**DATA SHOWN:**
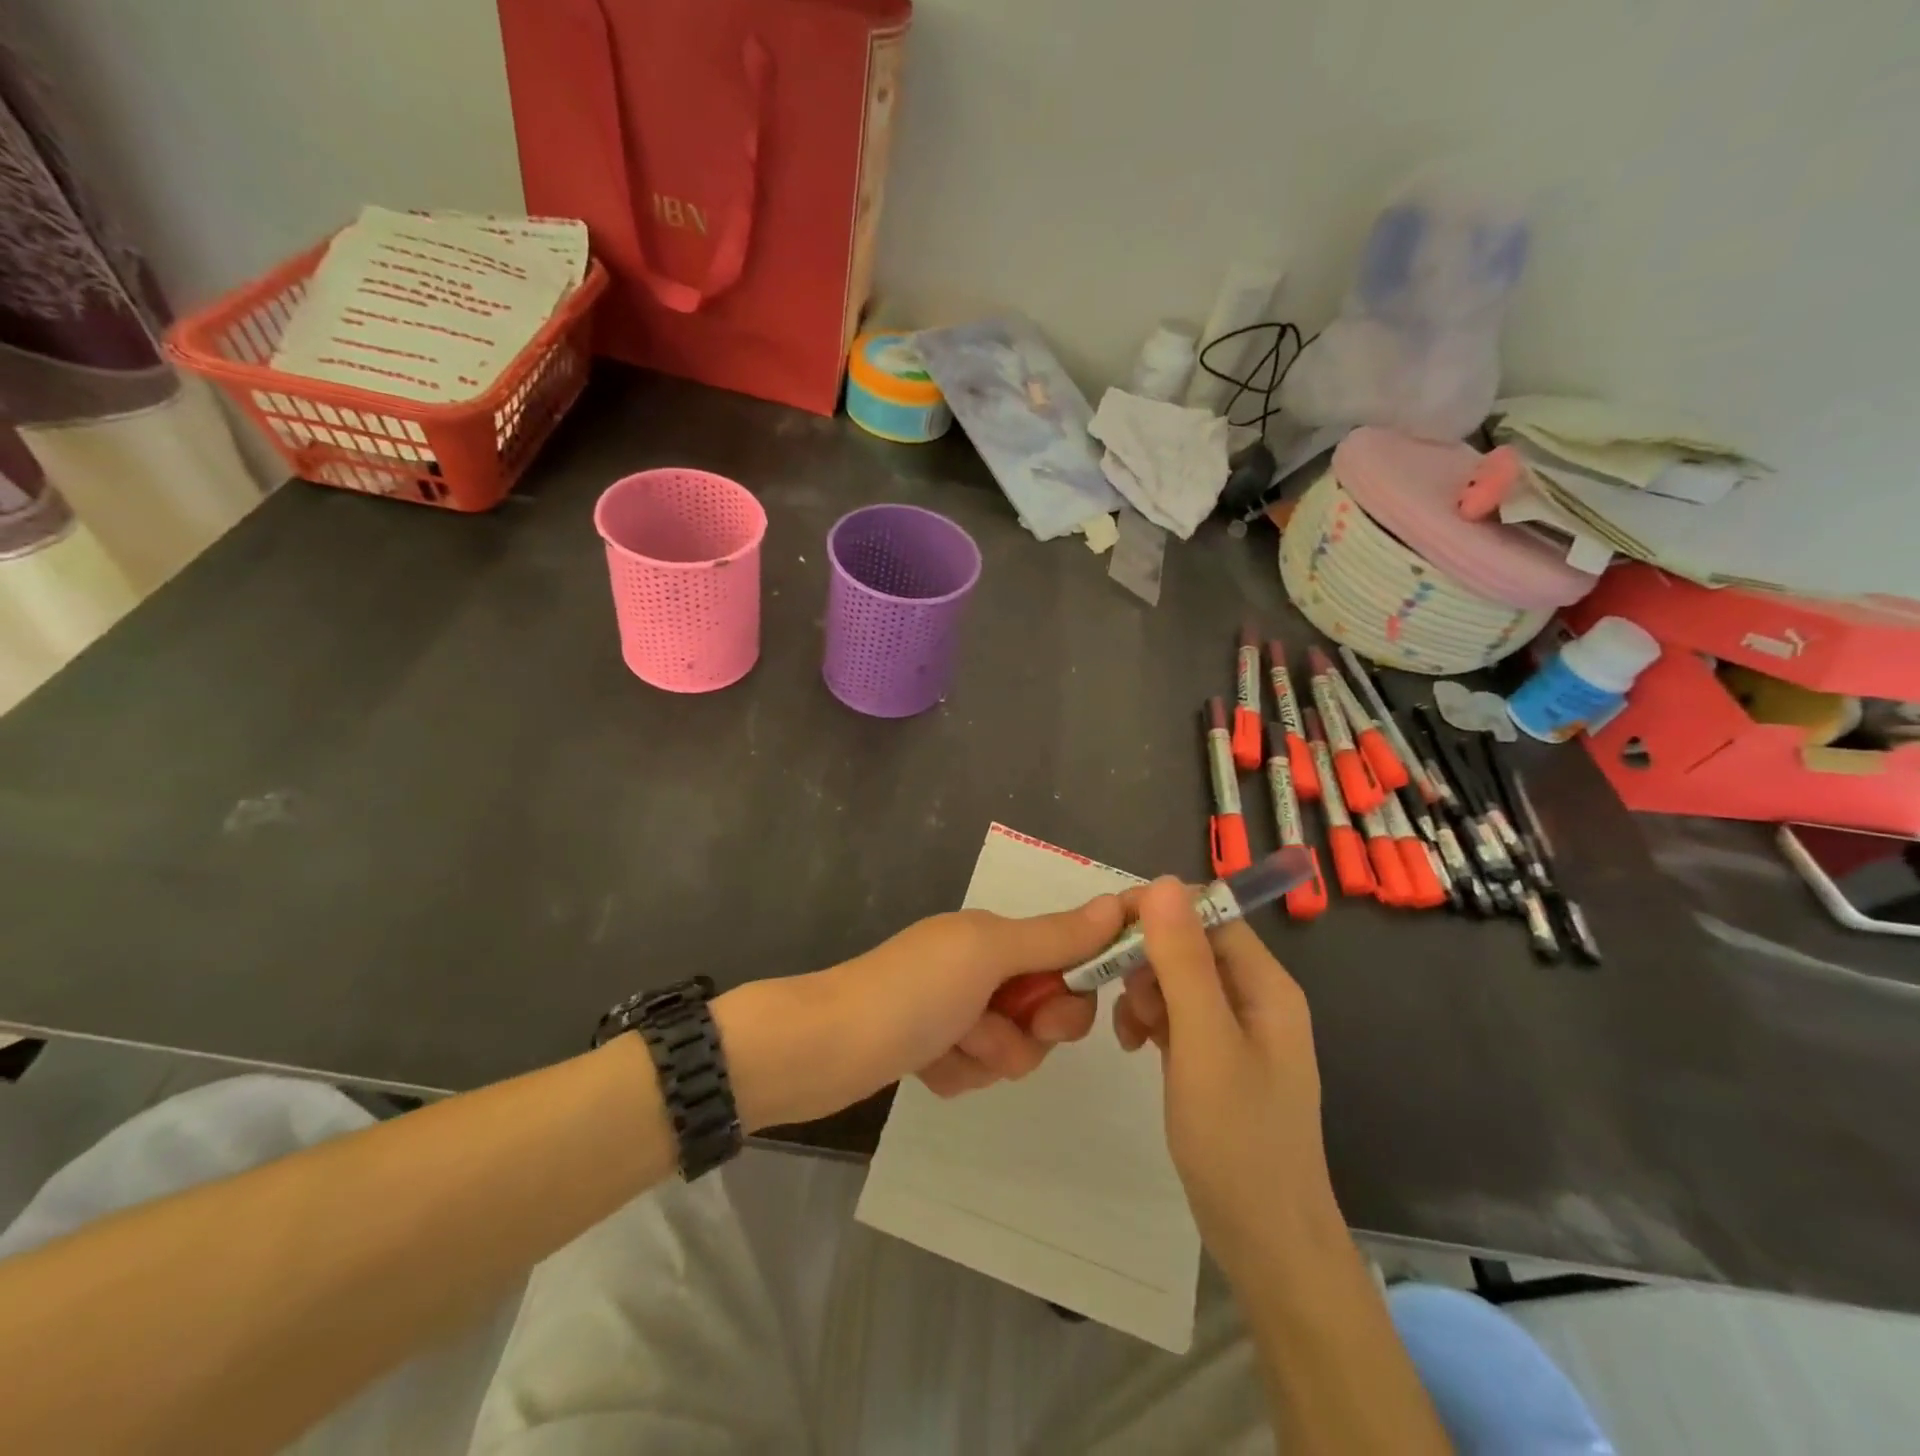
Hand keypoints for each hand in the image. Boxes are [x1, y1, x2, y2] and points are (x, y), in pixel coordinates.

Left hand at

--

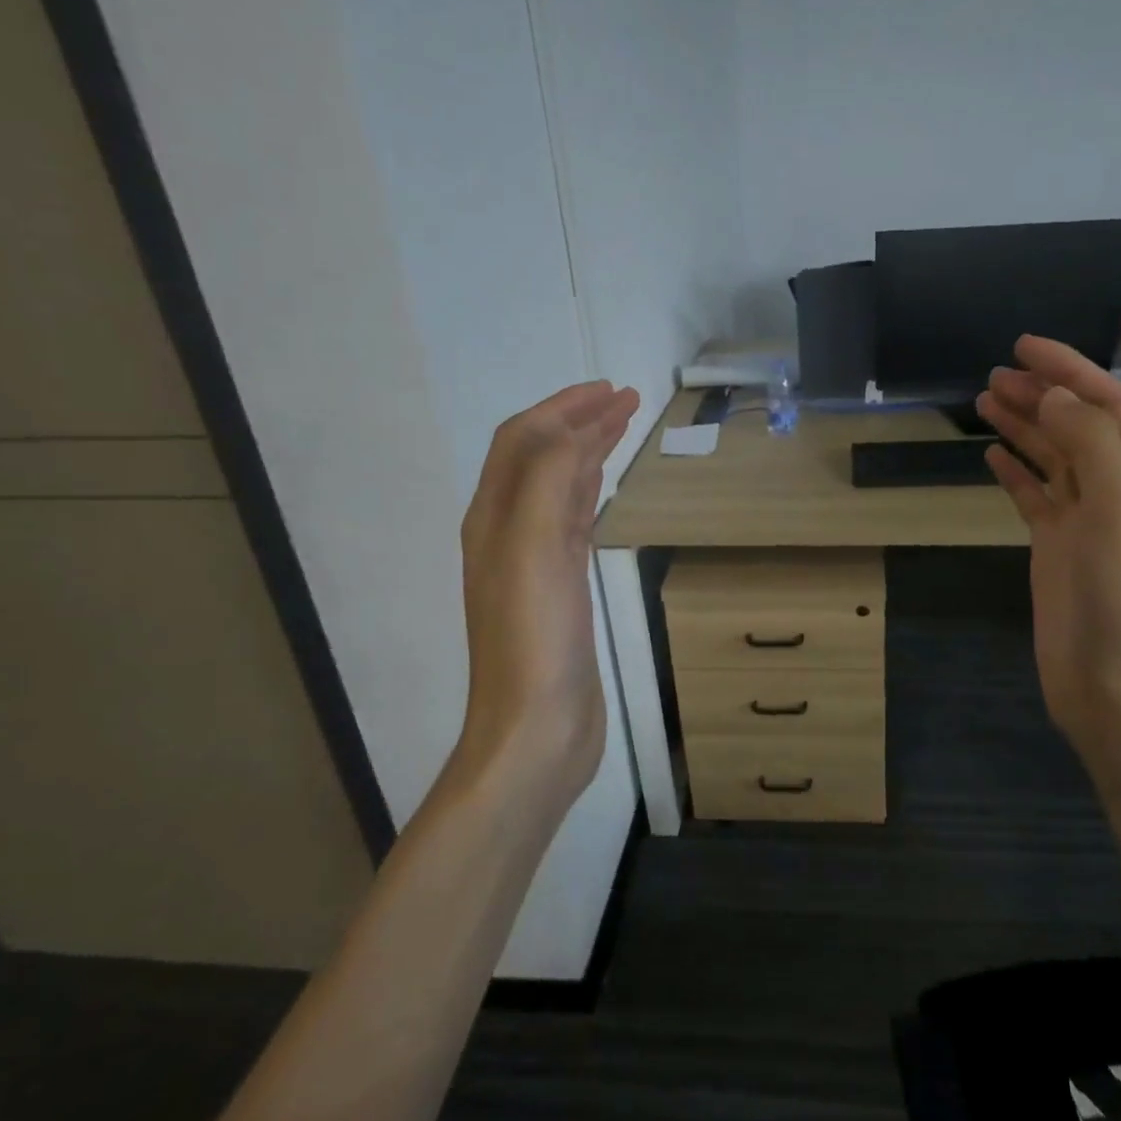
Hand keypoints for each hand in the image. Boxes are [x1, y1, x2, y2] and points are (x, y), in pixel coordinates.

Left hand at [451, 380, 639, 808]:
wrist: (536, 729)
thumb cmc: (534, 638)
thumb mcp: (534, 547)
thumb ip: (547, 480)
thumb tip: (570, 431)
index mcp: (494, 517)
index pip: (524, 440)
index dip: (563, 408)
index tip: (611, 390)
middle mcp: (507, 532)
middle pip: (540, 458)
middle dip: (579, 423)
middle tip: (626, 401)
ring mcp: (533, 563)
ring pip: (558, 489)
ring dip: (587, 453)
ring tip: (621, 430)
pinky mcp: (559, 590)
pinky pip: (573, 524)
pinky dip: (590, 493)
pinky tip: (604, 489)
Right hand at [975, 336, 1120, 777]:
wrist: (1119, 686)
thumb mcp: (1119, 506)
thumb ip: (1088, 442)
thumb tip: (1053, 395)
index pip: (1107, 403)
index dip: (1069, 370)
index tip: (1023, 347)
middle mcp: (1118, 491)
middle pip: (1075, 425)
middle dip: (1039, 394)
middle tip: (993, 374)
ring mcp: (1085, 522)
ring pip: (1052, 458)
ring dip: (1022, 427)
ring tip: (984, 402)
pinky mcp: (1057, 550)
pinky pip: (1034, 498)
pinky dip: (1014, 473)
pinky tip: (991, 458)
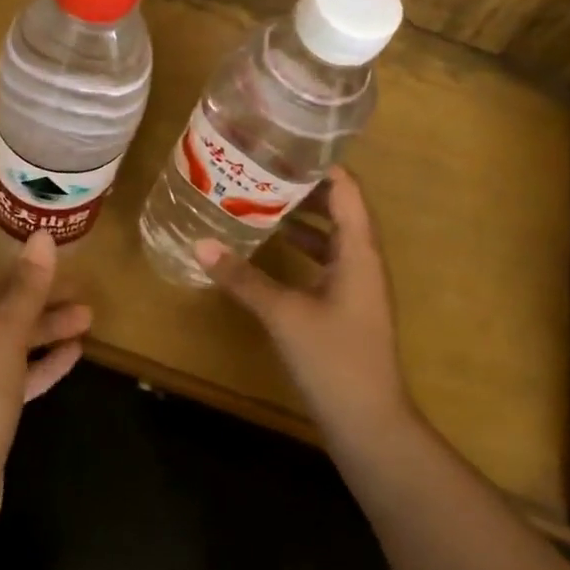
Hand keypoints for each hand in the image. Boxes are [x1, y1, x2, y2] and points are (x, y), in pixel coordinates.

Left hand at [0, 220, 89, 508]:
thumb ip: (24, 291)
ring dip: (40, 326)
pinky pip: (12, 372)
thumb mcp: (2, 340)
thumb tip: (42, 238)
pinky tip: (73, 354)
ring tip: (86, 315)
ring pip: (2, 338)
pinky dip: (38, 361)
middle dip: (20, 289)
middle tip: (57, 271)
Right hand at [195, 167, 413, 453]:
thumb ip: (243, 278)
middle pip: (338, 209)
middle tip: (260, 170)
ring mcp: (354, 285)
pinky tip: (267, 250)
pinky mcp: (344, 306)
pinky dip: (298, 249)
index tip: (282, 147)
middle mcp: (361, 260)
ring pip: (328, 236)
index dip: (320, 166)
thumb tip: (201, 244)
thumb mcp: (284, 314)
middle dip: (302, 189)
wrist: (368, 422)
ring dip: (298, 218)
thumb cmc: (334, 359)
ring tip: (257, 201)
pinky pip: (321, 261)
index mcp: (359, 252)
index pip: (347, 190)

**ACTIVITY:**
Could you restate word for word the lines above, from the one that contains "thumb tip: (42, 238)" through the one that contains "index pip: (347, 190)", and no others?

**EXERCISE OUTPUT:**
thumb tip: (42, 238)
pinky tip: (73, 354)
ring tip: (86, 315)
ring pip: (2, 338)
pinky dip: (38, 361)
middle dip: (20, 289)
middle tip: (57, 271)
Right hand at [195, 167, 413, 453]:
thumb ip: (243, 278)
middle pip: (338, 209)
middle tip: (260, 170)
ring mcp: (354, 285)
pinky tip: (267, 250)
pinky mcp: (344, 306)
pinky dip: (298, 249)
index tip: (282, 147)
middle mcp: (361, 260)
ring pip: (328, 236)
index dip: (320, 166)
thumb tip: (201, 244)
thumb mcp: (284, 314)
middle dip: (302, 189)
wrist: (368, 422)
ring dip: (298, 218)
thumb cmc: (334, 359)
ring tip: (257, 201)
pinky pip: (321, 261)
index mcp: (359, 252)
index pip: (347, 190)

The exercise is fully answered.